Scream VI (In theaters March 10)
The rebooted horror franchise – originally created by queer screenwriter Kevin Williamson, who in an interview around 2021’s “Scream V” said the movies were “coded in gay survival” – picks up where it left off, as the four survivors the latest Ghostface killings leave Woodsboro behind to start a fresh chapter. Melissa Barrera, Jasmin Savoy Brown, Mason Gooding, Jenna Ortega, Hayden Panettiere, and Courteney Cox return to their roles, joined by Jack Champion, Henry Czerny, Liana Liberato, Dermot Mulroney, Devyn Nekoda, Tony Revolori, Josh Segarra, and Samara Weaving.

The Tutor (In theaters, March 24)
Recently out “Stranger Things” star Noah Schnapp hits the big screen in this eerie thriller from writer Ryan King and director Jordan Ross, in which an in-demand tutor (Garrett Hedlund) accepts a lucrative offer to take on the son of a wealthy elite family (Schnapp) as his pupil and finds himself becoming the object of an unsettling obsession – a situation that quickly escalates toward the sinister as his creepy new student threatens to tear apart the life he is building with his newly pregnant wife (Victoria Justice) before it even begins. Ekaterina Baker, Jonny Weston, Michael Aaron Milligan, Exie Booker, and Ashritha Kancharla also star.

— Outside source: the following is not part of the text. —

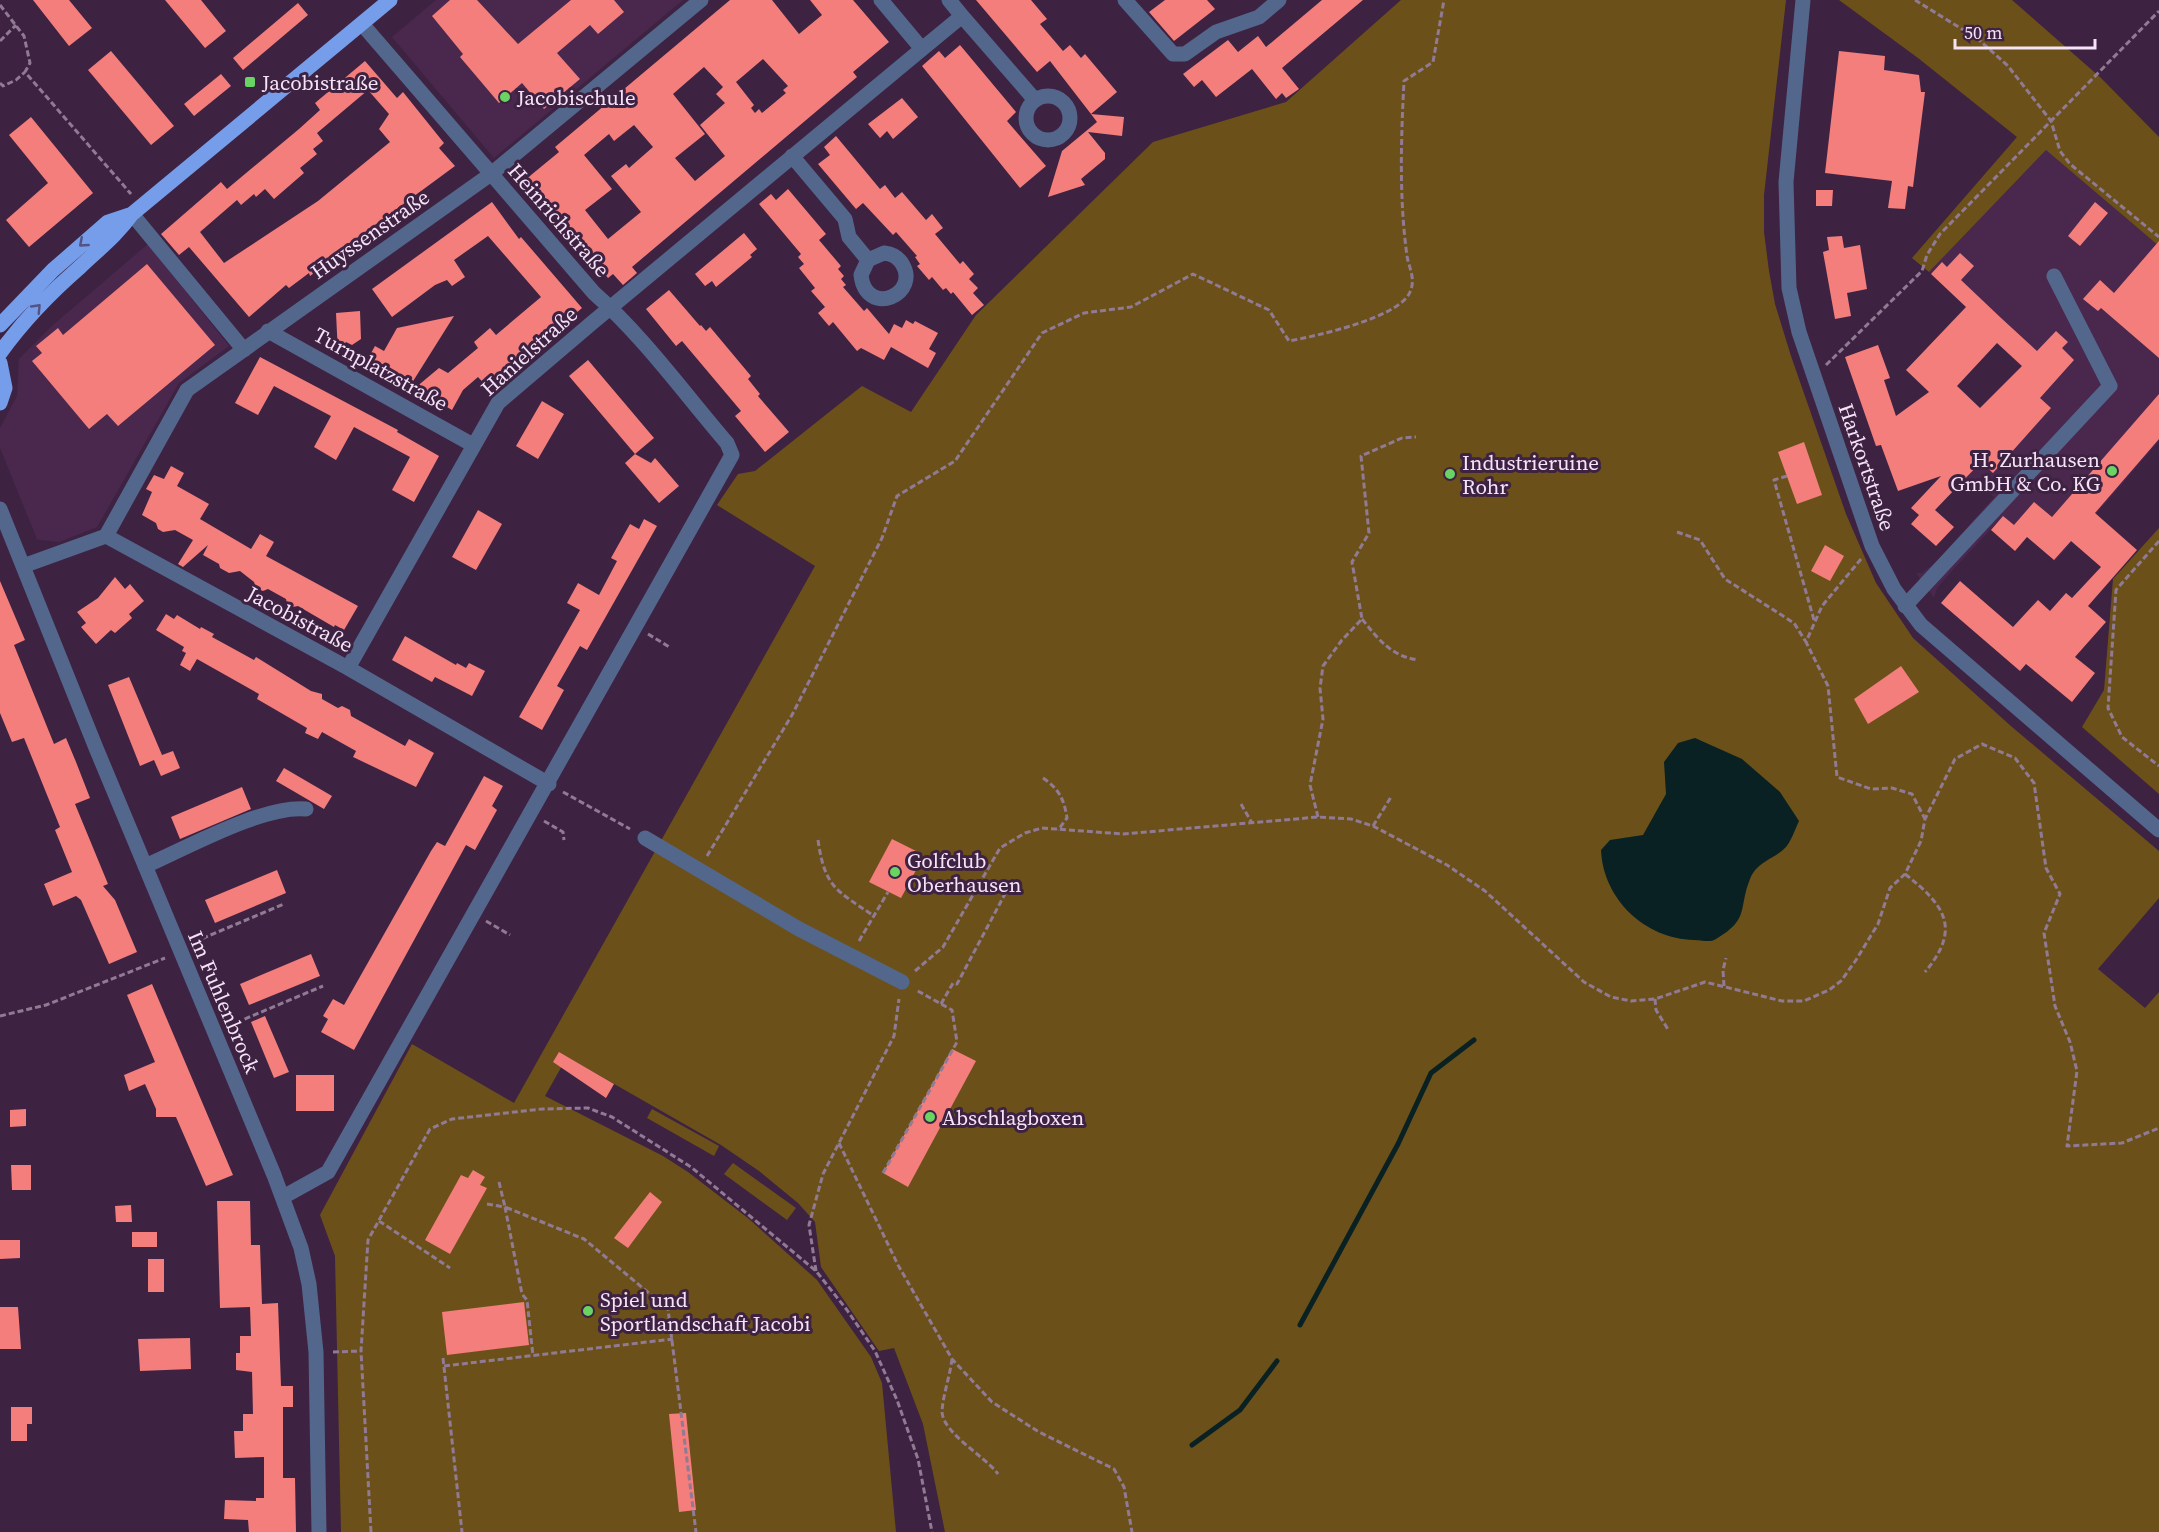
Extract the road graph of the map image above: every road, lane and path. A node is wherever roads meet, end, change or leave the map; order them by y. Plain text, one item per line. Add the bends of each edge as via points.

Dungeons & Dragons: Honor Among Thieves (In theaters March 31)
Yes, the venerable RPG (that’s “role-playing game,” for the uninitiated) played on the tabletops of countless Gen X nerds is coming to the screen once again, this time as a big-budget sword-and-sorcery adventure starring Chris Pine, “Bridgerton” hunk Regé-Jean Page, bi “Fast & Furious” star Michelle Rodriguez, queer actor Justice Smith, and Hugh Grant. Planned as the ambitious launch point for a “multi-pronged” franchise that includes a graphic novel tie-in, an upcoming television spin-off, and a slate of future installments across these and other forms of media, it’s an eagerly awaited roll of the 12-sided dice in an unpredictable market already saturated with tent-pole style entertainment options. After years in development and multiple COVID-related delays, moviegoers – doubtless including millions of queer fantasy fans – will finally get to decide whether or not it was worth the gamble.

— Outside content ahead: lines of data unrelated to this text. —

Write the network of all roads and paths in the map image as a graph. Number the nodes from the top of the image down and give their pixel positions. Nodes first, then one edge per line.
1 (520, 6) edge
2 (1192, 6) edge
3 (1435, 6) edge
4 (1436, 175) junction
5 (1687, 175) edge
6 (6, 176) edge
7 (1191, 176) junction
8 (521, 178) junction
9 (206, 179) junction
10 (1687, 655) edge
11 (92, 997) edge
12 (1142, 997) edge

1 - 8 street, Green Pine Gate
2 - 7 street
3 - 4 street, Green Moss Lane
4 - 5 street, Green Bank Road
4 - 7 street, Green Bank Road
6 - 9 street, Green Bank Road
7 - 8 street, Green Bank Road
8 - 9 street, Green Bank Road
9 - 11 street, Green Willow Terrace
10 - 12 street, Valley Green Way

Renfield (In theaters April 14)
The renaissance of Nicolas Cage continues with another franchise-ish new action-fantasy, this one more in the in the horror vein – a vein injected with a healthy dose of humor by director Chris McKay (“The Lego Movie”) and screenwriter Ryan Ridley. Nicholas Hoult (“A Single Man,” “The Great”) stars as the title character, the long-suffering lackey of Count Dracula (Cage, in a role it was inevitable he would eventually play), who discovers an unexpected new outlook on life when he falls in love with a traffic cop (Awkwafina) in modern-day New Orleans. Ben Schwartz and Adrian Martinez round out the cast of what looks to be a highly entertaining tall-tale blend of gothic vampire camp and quirky comedic reinvention. As for the LGBTQ connection, well, “Dracula” author Bram Stoker was reputedly queer, and that’s a good enough excuse to give this promising romp a chance.

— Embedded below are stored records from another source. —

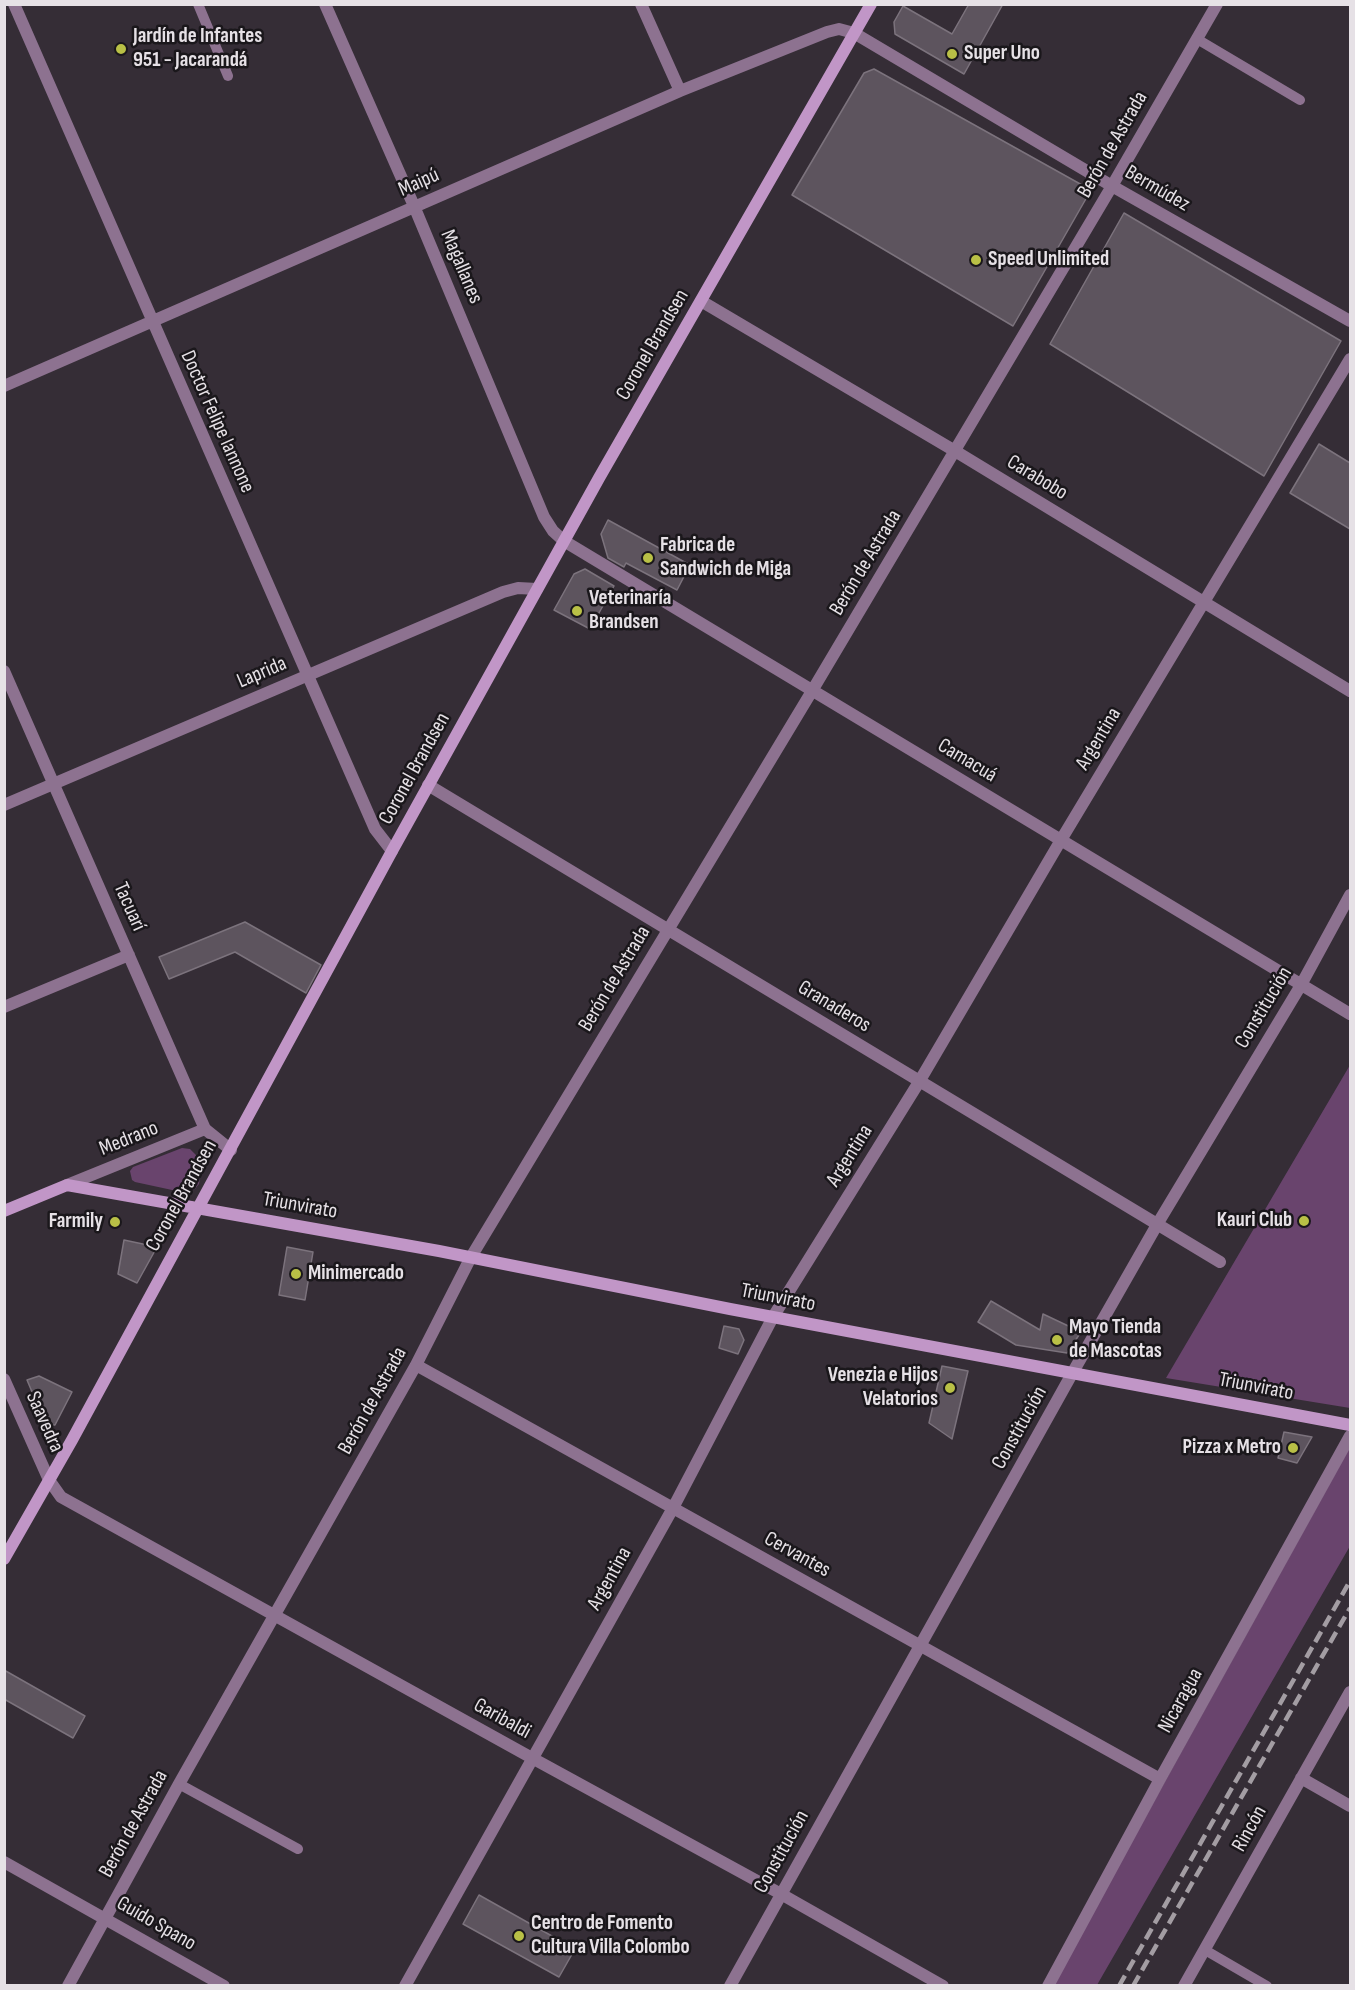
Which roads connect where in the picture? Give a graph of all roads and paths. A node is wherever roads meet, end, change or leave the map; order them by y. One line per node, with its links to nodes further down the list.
1 (14, 4): 16 (street, Doctor Felipe Iannone)
2 (198, 4): 9 (lane)
3 (325, 4): 13 (street, Magallanes)
4 (640, 4): 10 (street)
5 (871, 4): 7 (street, Coronel Brandsen)
6 (1217, 4): 8 (street, Berón de Astrada)
7 (854, 33): 10 (street, Maipú); 12 (street, Bermúdez); 14 (street, Coronel Brandsen)
8 (1197, 39): 11 (lane); 12 (street, Berón de Astrada)
9 (228, 76)
10 (680, 91): 13 (street, Maipú)
11 (1300, 100)
12 (1112, 186): 15 (street, Bermúdez); 19 (street, Berón de Astrada)
13 (414, 206): 16 (street, Maipú); 20 (street, Magallanes)
14 (701, 301): 19 (street, Carabobo); 20 (street, Coronel Brandsen)
15 (1350, 321)
16 (153, 322): 18 (street, Maipú); 24 (street, Doctor Felipe Iannone)
17 (1350, 359): 22 (street, Argentina)
18 (4, 386)
19 (955, 451): 22 (street, Carabobo); 25 (street, Berón de Astrada)
20 (564, 541): 21 (street, Coronel Brandsen); 25 (street, Camacuá)
21 (537, 590): 24 (street, Laprida); 28 (street, Coronel Brandsen)
22 (1204, 601): 26 (street, Carabobo); 30 (street, Argentina)
23 (4, 671): 27 (street, Tacuarí)
24 (307, 675): 27 (street, Laprida); 31 (street, Doctor Felipe Iannone)
25 (812, 691): 30 (street, Camacuá); 33 (street, Berón de Astrada)
26 (1350, 691)
27 (53, 784): 29 (street, Laprida); 34 (street, Tacuarí)
28 (428, 785): 31 (street, Coronel Brandsen); 33 (street, Granaderos)
29 (4, 805)
30 (1061, 840): 35 (street, Camacuá); 38 (street, Argentina)
31 (392, 851): 40 (street, Coronel Brandsen)
32 (1350, 895): 35 (street, Constitución)
33 (667, 928): 38 (street, Granaderos); 45 (street, Berón de Astrada)
34 (129, 955): 36 (street); 39 (street, Tacuarí)
35 (1301, 985): 37 (street, Camacuá); 44 (street, Constitución)
36 (4, 1007)
37 (1350, 1014)
38 (919, 1082): 44 (street, Granaderos); 47 (street, Argentina)
39 (205, 1129): 40 (street, Tacuarí); 41 (street, Medrano)
40 (231, 1149): 42 (street, Coronel Brandsen)
41 (67, 1185): 42 (street, Medrano); 43 (street, Medrano)
42 (198, 1208): 45 (street, Triunvirato); 53 (street, Coronel Brandsen)
43 (4, 1211)
44 (1158, 1224): 46 (street, Granaderos); 49 (street, Constitución)
45 (471, 1257): 47 (street, Triunvirato); 48 (street, Berón de Astrada)
46 (1221, 1262)
47 (773, 1317): 49 (street, Triunvirato); 54 (street, Argentina)
48 (416, 1365): 54 (street, Cervantes); 56 (street, Berón de Astrada)
49 (1073, 1372): 51 (street, Triunvirato); 57 (street, Constitución)
50 (4, 1379): 53 (street, Saavedra)
51 (1350, 1425)
52 (1350, 1436): 61 (street, Nicaragua)
53 (48, 1480): 55 (street, Coronel Brandsen); 56 (street, Garibaldi)
54 (673, 1508): 57 (street, Cervantes); 59 (street, Argentina)
55 (4, 1559)
56 (274, 1614): 59 (street, Garibaldi); 62 (street, Berón de Astrada)
57 (921, 1646): 61 (street, Cervantes); 66 (street, Constitución)
58 (1350, 1692): 60 (street, Rincón)
59 (532, 1758): 66 (street, Garibaldi); 71 (street, Argentina)
60 (1301, 1778): 63 (street); 68 (street, Rincón)
61 (1160, 1779): 74 (street, Nicaragua)
62 (179, 1784): 64 (lane); 67 (street, Berón de Astrada)
63 (1350, 1806)
64 (298, 1849)
65 (4, 1862): 67 (street, Guido Spano)
66 (781, 1894): 72 (street, Constitución); 73 (street, Garibaldi)
67 (104, 1917): 69 (street, Berón de Astrada); 70 (street, Guido Spano)
68 (1204, 1950): 75 (street, Rincón); 76 (lane)
69 (68, 1986)
70 (224, 1986)
71 (405, 1986)
72 (730, 1986)
73 (942, 1986)
74 (1048, 1986)
75 (1184, 1986)
76 (1267, 1986)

Little Richard: I Am Everything (In theaters and VOD April 21)
A must-see for fans of both documentaries and classic rock ’n roll, not to mention anyone interested in the story of a unique individual charting his own course of self-expression in a world that wasn’t ready for what he wanted to be, this richly illuminated film profile from director Lisa Cortés was the opening night documentary selection at this year’s Sundance Festival. Framed as a story of “the Black queer origins of rock ’n roll,” it aims to dismantle “the whitewashed canon of American pop music” by positioning its titular subject – whose “real” name was Richard Penniman – as an innovator who forever shaped the genre with his irresistibly flamboyant style and persona. Offering a wealth of archive and performance footage alongside interviews with family, musicians, and cutting-edge Black and queer scholars, the film brings us into an icon’s complicated inner world, “unspooling” his life story with a comprehensive sense of scope and a keen eye for important detail.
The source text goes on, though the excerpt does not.